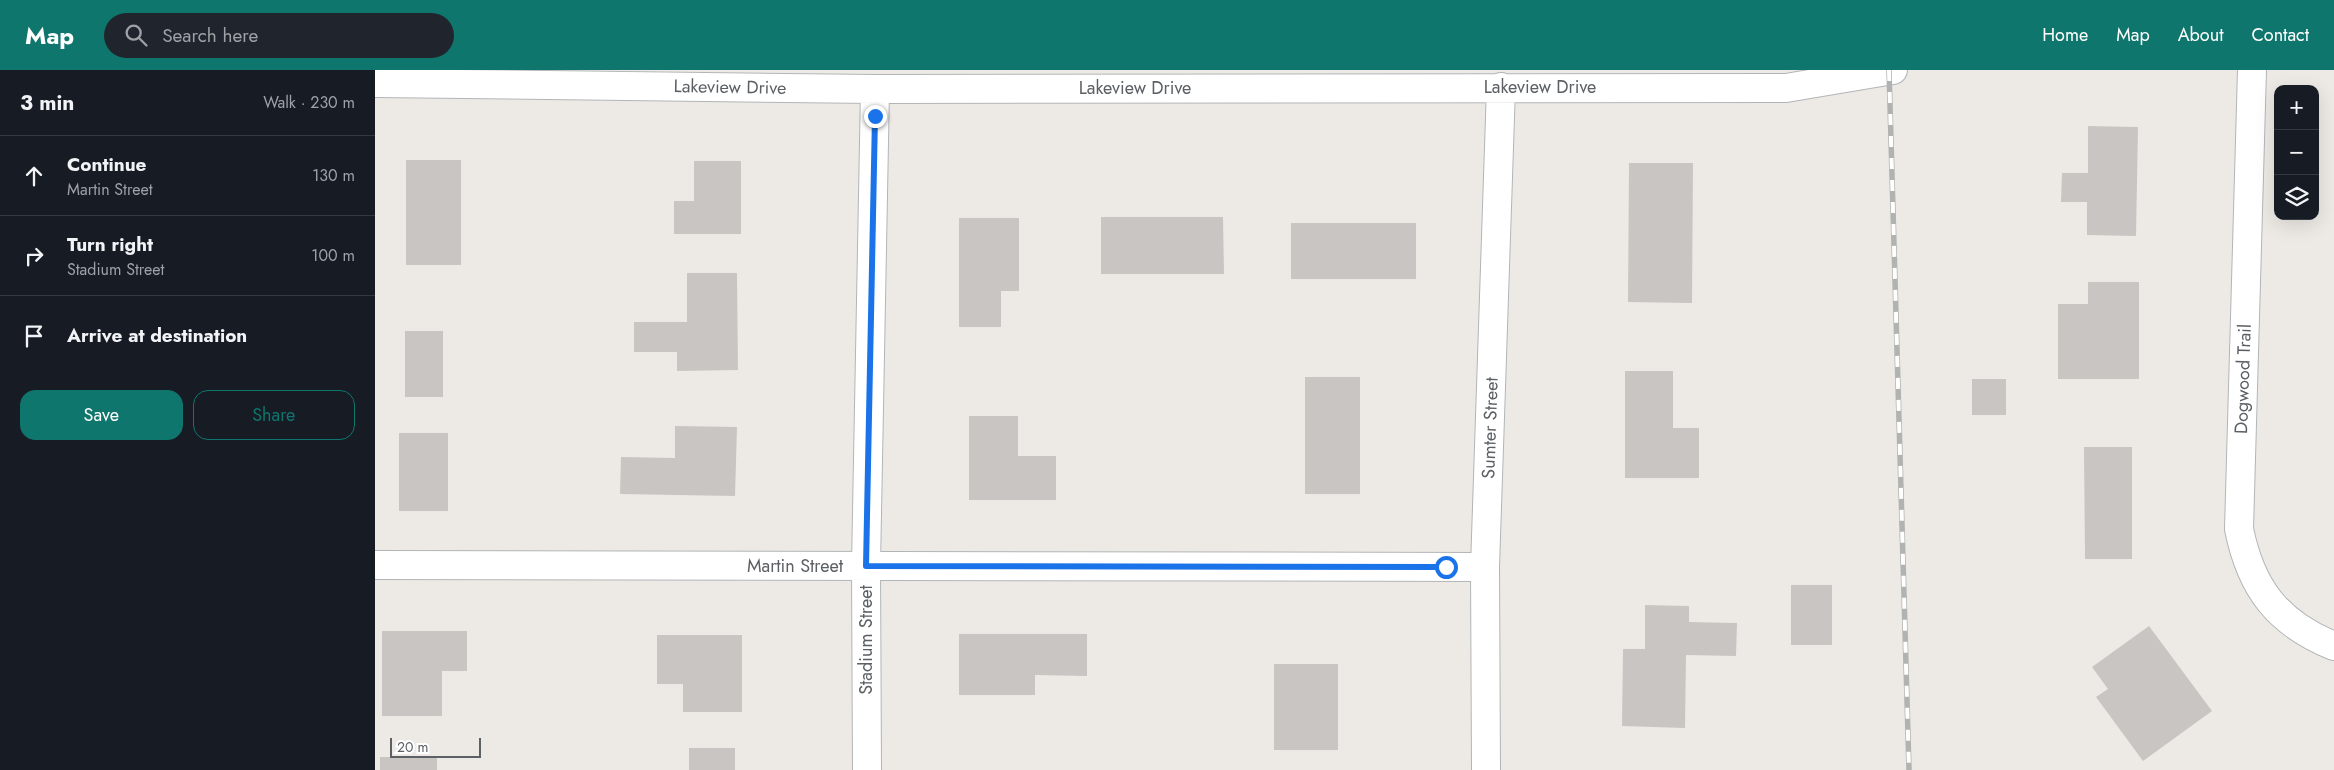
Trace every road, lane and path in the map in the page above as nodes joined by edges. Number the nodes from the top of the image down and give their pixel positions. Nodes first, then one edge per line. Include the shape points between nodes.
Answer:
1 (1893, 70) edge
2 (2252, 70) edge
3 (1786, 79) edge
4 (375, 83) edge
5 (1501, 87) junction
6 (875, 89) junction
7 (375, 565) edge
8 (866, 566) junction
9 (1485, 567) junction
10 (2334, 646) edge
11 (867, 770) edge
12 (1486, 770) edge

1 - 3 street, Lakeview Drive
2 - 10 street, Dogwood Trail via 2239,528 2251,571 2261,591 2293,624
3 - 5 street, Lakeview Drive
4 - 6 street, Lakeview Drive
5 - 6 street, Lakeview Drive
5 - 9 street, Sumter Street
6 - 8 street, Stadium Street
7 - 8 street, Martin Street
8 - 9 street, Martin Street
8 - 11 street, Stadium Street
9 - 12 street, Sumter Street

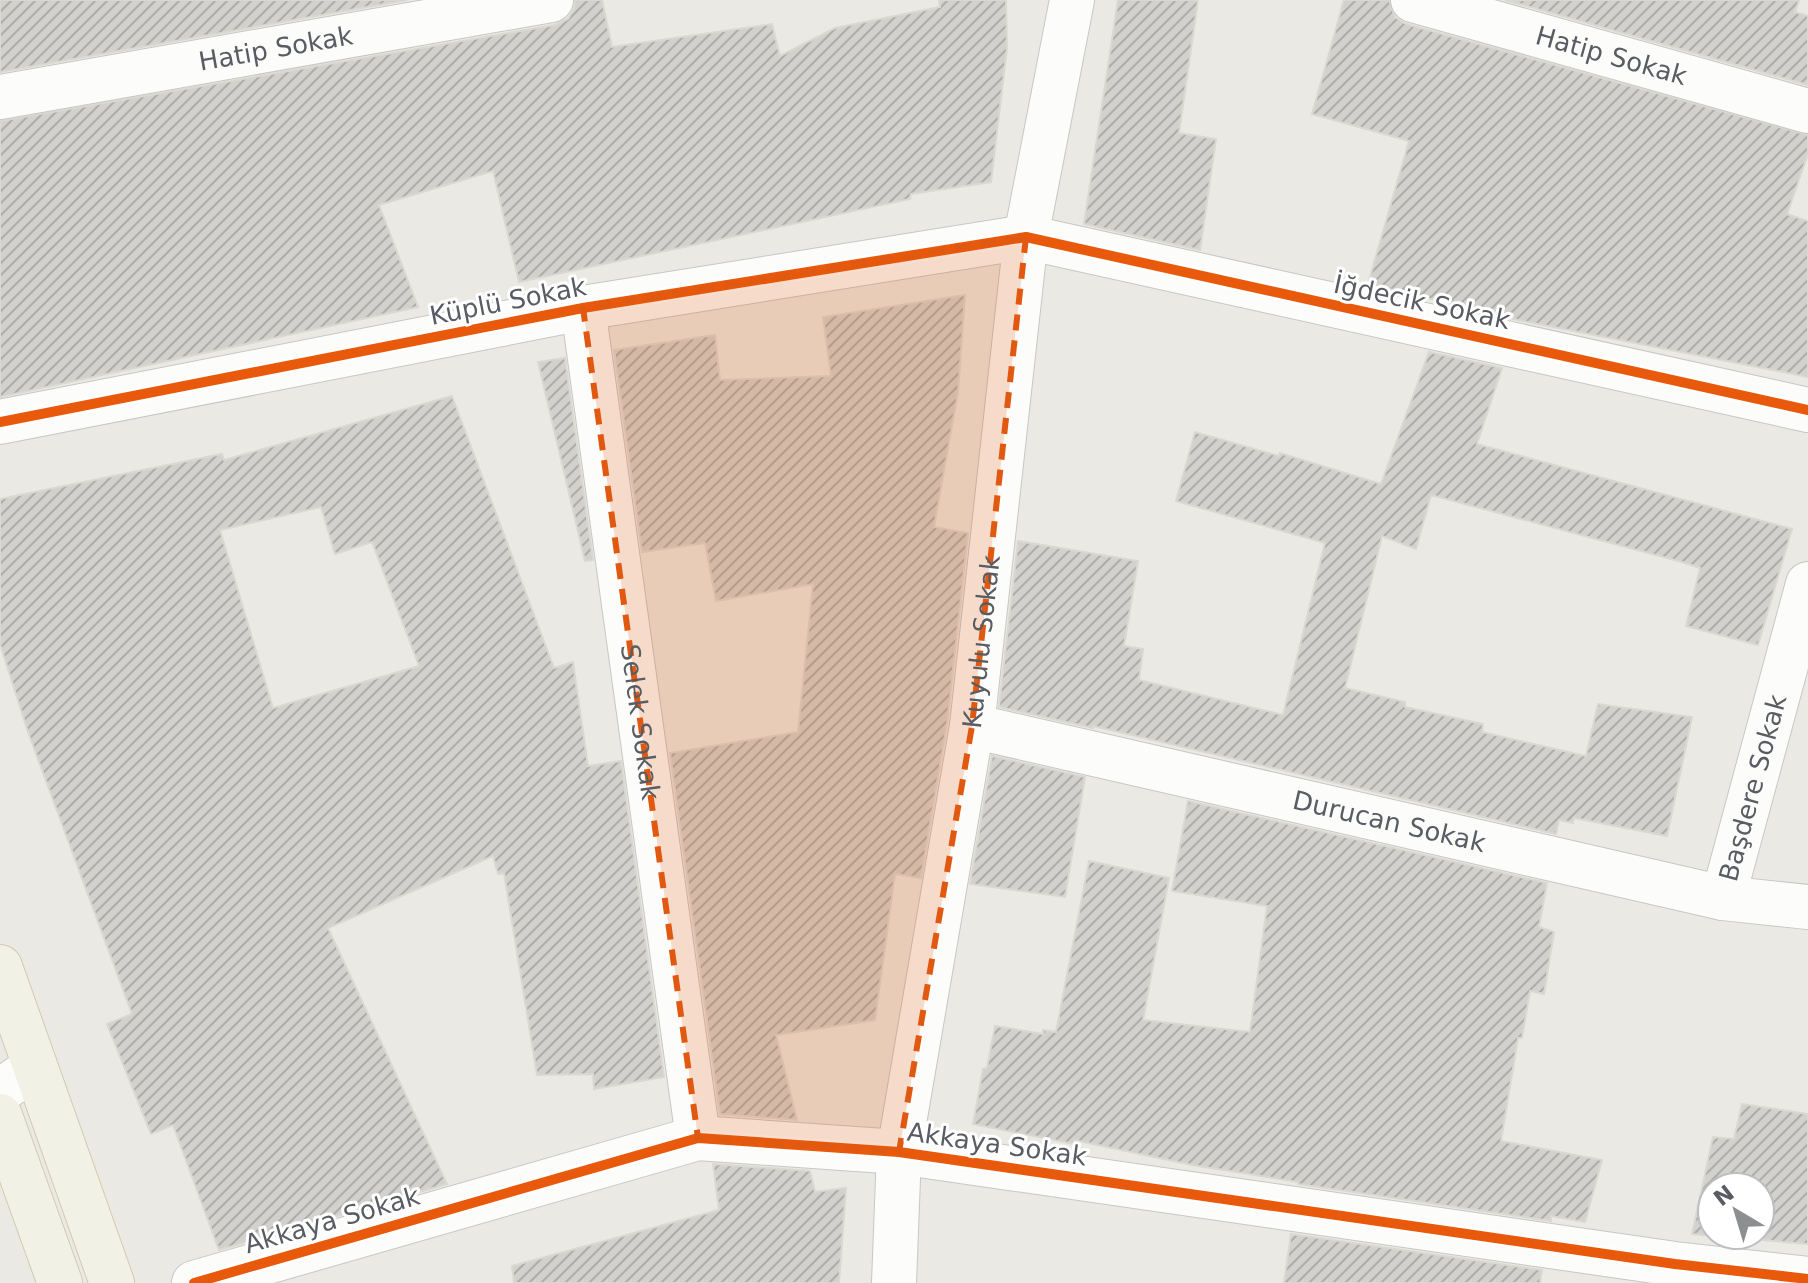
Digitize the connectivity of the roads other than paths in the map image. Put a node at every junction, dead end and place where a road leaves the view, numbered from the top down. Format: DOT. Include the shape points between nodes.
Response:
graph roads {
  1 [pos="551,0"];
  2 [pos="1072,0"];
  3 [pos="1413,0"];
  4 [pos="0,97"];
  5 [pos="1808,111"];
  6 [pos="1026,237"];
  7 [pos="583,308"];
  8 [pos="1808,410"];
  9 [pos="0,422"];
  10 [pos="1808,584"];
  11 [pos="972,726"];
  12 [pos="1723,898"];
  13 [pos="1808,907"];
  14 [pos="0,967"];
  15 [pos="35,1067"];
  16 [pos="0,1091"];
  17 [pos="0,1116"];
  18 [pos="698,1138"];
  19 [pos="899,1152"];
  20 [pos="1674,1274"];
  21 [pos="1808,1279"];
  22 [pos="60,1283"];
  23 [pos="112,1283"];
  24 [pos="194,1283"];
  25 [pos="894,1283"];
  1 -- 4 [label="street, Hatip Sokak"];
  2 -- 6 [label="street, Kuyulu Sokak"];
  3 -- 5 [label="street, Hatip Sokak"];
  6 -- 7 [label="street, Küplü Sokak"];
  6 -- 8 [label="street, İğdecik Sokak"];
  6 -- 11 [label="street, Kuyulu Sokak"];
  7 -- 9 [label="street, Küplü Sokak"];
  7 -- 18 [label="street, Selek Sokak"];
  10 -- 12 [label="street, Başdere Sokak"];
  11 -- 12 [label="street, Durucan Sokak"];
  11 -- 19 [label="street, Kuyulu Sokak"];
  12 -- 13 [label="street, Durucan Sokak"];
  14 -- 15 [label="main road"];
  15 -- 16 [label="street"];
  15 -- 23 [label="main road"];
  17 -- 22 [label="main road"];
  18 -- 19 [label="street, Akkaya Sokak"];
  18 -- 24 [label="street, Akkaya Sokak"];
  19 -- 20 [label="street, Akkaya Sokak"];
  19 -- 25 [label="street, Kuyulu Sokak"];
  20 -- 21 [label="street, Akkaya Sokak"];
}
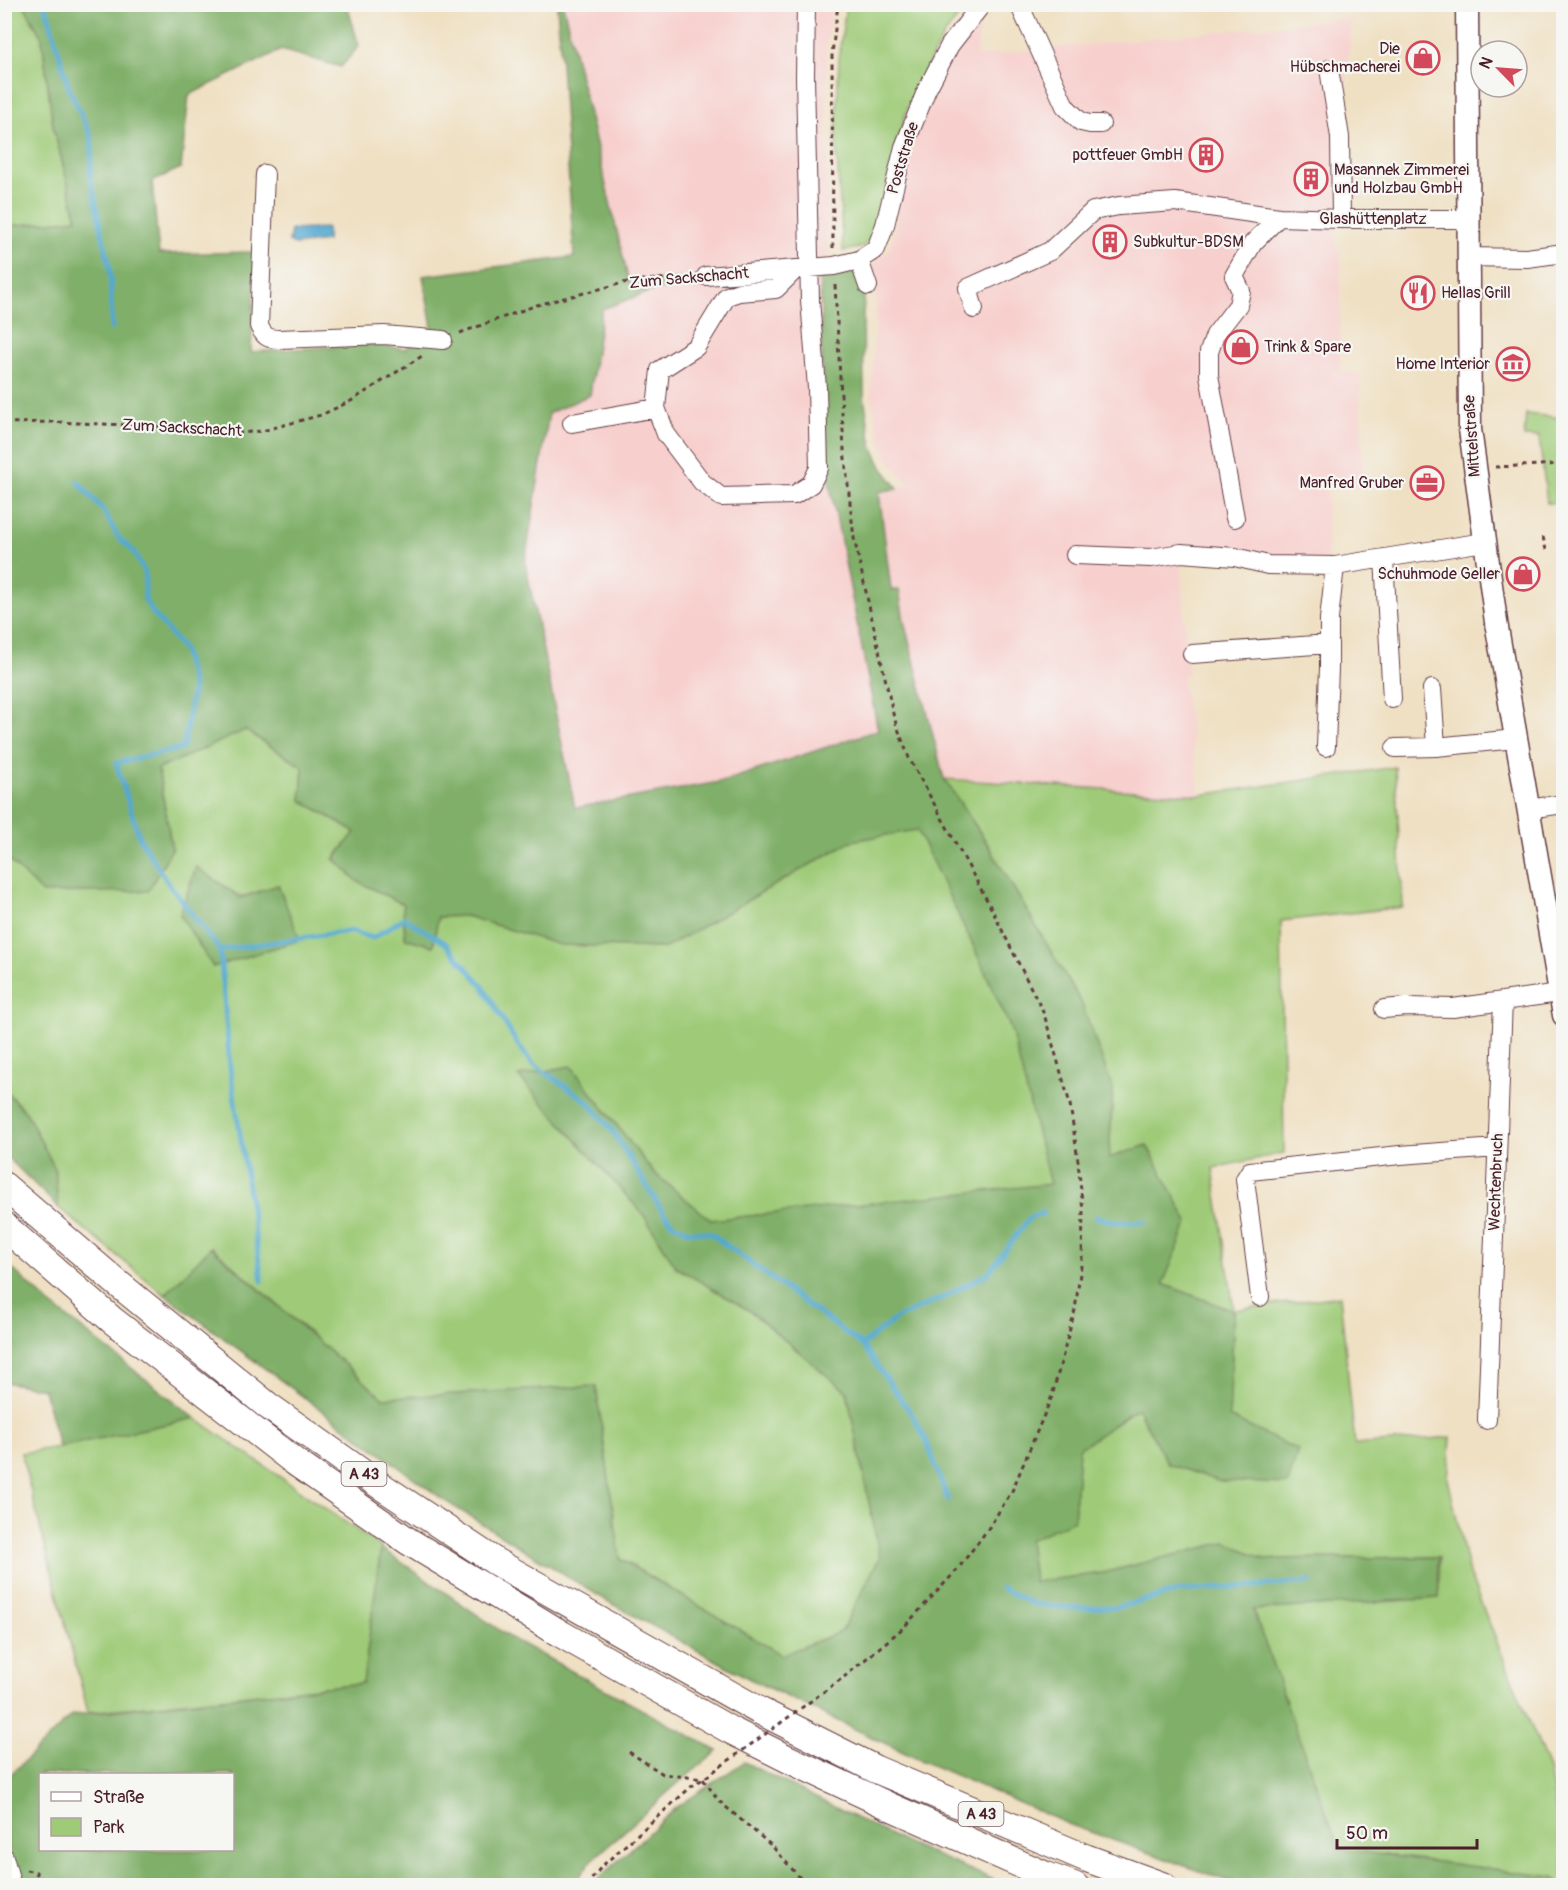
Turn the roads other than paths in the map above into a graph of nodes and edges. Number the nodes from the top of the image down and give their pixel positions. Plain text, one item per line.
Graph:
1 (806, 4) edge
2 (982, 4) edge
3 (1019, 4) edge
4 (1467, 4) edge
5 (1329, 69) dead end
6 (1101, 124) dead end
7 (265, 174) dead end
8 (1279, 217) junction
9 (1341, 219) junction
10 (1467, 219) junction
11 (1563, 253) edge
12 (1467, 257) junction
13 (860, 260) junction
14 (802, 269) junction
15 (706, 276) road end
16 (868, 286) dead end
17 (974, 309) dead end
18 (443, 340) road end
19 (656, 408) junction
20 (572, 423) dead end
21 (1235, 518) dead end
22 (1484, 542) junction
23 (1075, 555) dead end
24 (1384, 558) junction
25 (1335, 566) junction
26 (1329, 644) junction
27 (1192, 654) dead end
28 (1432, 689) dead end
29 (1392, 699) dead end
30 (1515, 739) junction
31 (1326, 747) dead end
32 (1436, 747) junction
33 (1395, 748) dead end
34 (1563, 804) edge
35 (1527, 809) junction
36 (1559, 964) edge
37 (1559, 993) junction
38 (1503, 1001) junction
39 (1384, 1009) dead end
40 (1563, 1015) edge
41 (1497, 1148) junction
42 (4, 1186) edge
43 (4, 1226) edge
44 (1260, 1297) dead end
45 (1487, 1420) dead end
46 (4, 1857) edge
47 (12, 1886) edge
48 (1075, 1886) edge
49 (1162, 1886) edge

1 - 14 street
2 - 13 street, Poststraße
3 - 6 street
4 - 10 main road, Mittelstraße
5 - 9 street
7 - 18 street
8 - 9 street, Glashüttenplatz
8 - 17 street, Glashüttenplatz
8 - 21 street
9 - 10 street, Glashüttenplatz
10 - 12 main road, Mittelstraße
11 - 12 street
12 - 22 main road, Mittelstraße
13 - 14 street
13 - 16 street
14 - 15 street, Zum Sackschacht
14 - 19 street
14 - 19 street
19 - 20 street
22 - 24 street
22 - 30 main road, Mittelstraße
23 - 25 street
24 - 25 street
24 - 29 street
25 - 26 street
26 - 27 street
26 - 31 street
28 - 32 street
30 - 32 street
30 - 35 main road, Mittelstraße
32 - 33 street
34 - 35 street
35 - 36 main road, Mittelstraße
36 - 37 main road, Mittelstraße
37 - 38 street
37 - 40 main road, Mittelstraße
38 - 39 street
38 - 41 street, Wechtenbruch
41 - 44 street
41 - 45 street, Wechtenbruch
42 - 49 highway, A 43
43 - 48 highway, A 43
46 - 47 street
══════════════════════════════
* _INSTRUCTIONS TO FOLLOW_
Pictures are to be dropped; the lines from the start of the entries above through the line with "Digitize the connectivity" are to be given again verbatim.

* _RESULT OF THIS EXERCISE_
Trace every road, lane and path in the map in the page above as nodes joined by edges. Number the nodes from the top of the image down and give their pixel positions. Nodes first, then one edge per line. Include the shape points between nodes.
Answer:
1 (1893, 70) edge
2 (2252, 70) edge
3 (1786, 79) edge
4 (375, 83) edge
5 (1501, 87) junction
6 (875, 89) junction
7 (375, 565) edge
8 (866, 566) junction
9 (1485, 567) junction
10 (2334, 646) edge
11 (867, 770) edge
12 (1486, 770) edge

1 - 3 street, Lakeview Drive
2 - 10 street, Dogwood Trail via 2239,528 2251,571 2261,591 2293,624
3 - 5 street, Lakeview Drive
4 - 6 street, Lakeview Drive
5 - 6 street, Lakeview Drive
5 - 9 street, Sumter Street
6 - 8 street, Stadium Street
7 - 8 street, Martin Street
8 - 9 street, Martin Street
8 - 11 street, Stadium Street
9 - 12 street, Sumter Street

Digitize the connectivity of the roads other than paths in the map image. Put a node at every junction, dead end and place where a road leaves the view, numbered from the top down. Format: DOT. Include the shape points between nodes.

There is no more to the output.